When Compassion Becomes Conditional
I’ve been thinking a great deal about the recently released Silenced No More report from Israel documenting the sexual violence, torture, mutilation, and murders committed during the October 7 attacks.
The details
are horrifying.
Women, men and children unimaginably violated.
Families destroyed.
Young people murdered.
Hostages abused.
Human beings treated with unthinkable cruelty.
What has sickened and disgusted me almost as much is how quickly many people choose to question, dismiss, minimize, or politicize the suffering of the victims.
When did
compassion become conditional?
When did we become so cynical?
When did rape and brutality become something people debate depending on who the
victims are?
At the same time, Christians in parts of Nigeria and the Democratic Republic of the Congo continue to be brutally murdered because of their faith, often with far too little outrage from the world.

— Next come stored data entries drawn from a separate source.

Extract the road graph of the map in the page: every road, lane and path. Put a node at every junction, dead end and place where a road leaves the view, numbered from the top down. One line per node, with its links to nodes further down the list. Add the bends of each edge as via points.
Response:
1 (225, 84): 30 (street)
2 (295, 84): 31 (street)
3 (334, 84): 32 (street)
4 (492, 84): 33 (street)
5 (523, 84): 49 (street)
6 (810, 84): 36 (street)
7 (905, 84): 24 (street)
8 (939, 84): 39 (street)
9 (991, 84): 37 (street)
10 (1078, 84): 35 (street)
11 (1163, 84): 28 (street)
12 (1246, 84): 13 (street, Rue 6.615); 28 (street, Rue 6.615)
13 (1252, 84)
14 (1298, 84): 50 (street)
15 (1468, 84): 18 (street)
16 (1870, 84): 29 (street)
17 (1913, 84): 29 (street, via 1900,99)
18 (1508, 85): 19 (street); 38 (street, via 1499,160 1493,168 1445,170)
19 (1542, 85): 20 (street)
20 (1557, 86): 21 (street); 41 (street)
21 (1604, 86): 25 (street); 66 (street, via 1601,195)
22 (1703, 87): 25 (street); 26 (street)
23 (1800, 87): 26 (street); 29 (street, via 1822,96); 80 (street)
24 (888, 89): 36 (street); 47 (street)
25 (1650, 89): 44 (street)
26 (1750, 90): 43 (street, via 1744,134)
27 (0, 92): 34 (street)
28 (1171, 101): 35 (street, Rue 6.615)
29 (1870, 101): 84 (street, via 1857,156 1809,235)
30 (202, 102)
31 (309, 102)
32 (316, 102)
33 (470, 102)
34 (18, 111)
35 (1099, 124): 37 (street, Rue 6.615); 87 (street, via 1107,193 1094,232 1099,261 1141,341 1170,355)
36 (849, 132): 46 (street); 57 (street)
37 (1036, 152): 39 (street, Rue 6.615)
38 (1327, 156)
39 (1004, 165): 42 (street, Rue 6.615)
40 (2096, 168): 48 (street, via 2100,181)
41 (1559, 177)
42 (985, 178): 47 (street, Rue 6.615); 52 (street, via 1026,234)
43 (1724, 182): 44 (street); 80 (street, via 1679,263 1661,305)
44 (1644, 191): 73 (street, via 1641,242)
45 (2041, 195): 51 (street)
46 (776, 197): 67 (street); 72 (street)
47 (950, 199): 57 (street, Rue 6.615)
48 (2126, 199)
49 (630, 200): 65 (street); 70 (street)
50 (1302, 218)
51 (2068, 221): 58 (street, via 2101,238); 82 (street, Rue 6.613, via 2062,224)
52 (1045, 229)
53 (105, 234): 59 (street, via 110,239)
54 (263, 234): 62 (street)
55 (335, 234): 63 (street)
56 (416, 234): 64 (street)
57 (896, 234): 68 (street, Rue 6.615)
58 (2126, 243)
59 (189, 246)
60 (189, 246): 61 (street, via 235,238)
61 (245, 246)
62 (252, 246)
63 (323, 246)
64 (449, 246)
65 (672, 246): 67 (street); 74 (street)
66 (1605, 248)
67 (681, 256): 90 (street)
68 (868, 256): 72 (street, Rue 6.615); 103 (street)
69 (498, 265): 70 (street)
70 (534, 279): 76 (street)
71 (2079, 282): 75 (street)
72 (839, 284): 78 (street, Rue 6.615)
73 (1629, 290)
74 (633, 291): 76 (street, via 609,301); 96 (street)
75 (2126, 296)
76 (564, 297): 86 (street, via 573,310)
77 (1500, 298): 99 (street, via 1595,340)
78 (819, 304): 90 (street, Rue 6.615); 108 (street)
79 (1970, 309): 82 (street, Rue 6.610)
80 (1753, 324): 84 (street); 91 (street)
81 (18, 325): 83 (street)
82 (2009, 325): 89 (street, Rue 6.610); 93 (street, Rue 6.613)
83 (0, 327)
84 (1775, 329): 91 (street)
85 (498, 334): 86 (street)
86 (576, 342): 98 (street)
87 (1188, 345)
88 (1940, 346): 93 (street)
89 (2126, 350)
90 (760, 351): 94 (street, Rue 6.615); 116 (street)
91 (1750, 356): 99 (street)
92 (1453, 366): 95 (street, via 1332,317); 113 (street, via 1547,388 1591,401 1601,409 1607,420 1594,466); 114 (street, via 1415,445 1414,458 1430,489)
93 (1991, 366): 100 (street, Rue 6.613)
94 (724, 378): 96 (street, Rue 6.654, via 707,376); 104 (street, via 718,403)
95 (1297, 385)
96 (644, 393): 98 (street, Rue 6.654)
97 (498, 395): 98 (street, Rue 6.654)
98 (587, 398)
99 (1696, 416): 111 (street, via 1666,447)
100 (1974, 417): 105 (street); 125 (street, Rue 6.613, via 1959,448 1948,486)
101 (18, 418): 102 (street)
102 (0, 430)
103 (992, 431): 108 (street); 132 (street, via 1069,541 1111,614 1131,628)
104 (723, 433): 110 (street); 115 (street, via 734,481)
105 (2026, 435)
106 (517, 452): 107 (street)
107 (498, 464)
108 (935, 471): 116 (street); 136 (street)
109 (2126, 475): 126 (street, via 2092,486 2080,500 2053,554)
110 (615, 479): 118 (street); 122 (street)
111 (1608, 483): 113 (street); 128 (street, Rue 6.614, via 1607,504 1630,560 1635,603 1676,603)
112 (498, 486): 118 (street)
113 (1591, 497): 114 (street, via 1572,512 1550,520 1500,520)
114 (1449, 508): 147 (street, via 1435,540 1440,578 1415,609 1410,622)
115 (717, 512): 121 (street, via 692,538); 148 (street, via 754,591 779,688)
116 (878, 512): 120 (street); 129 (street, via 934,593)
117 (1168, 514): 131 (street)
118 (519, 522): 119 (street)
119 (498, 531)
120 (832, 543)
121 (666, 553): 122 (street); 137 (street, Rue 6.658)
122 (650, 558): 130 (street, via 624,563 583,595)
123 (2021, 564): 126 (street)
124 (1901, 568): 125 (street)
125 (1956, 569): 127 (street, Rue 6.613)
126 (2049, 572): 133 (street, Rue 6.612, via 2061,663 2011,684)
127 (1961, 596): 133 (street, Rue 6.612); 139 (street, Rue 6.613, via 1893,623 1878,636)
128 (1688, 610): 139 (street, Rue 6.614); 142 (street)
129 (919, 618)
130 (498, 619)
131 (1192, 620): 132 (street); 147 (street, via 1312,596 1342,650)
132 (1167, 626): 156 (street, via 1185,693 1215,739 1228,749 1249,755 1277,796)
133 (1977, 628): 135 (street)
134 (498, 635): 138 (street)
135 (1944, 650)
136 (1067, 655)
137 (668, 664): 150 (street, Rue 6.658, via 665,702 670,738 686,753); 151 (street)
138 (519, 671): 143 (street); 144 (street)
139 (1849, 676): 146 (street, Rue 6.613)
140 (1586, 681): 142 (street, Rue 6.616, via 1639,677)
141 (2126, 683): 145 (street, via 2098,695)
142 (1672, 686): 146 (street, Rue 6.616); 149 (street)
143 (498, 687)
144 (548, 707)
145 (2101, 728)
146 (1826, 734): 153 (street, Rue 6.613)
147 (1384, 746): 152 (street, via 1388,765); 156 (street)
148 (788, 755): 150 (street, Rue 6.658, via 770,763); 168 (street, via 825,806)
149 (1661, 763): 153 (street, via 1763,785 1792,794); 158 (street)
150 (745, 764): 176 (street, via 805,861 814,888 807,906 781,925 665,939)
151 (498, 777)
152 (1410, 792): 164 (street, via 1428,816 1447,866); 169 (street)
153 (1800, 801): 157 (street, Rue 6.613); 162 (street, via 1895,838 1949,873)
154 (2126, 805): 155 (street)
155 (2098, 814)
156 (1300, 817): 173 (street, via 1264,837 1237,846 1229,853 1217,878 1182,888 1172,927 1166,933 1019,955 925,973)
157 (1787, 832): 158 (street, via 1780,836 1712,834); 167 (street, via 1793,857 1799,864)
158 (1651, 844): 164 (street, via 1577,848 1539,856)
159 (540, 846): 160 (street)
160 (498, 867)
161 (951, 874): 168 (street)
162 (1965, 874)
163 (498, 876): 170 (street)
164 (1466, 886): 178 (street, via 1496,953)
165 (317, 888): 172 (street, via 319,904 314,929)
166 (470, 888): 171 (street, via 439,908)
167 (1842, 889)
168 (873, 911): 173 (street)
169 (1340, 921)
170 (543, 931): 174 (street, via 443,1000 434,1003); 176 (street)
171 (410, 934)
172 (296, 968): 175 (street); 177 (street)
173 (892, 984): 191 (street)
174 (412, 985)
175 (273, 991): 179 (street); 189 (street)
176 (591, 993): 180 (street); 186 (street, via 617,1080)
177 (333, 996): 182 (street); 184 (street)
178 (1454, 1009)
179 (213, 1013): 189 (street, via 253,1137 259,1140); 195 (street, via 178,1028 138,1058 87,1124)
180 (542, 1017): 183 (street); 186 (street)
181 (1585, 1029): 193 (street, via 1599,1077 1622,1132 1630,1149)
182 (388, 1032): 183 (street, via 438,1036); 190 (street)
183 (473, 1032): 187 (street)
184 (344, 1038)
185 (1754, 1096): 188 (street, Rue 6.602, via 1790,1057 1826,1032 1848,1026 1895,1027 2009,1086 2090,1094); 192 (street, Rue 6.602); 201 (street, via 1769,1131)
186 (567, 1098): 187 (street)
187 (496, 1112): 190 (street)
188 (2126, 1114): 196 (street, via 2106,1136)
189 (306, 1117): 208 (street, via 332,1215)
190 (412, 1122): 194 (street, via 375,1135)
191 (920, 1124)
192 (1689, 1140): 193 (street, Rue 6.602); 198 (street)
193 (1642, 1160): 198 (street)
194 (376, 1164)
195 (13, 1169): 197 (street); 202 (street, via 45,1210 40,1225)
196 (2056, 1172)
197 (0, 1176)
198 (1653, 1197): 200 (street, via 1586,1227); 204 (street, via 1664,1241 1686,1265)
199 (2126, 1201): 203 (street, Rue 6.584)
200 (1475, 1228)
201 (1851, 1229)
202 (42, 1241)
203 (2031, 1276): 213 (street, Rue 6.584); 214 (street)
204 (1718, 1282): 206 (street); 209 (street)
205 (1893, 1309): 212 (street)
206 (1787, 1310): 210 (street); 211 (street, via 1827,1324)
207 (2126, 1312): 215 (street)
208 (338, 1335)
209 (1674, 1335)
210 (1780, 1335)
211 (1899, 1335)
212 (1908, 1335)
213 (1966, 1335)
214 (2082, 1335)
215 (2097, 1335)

We should be able to mourn innocent Israelis attacked on October 7.
We should be able to mourn the innocent Palestinians in Gaza.
We should be able to mourn innocent Christians being slaughtered in Africa.
None of these tragedies erase the others.
Rape is
evil.
Terrorism is evil.
The murder of innocent people is evil.
And watching human suffering become an argument instead of a moment for shared humanity is not only heartbreaking. It's sickening.
Today, I feel saddened, disgusted, and deeply troubled by what we are becoming as a world.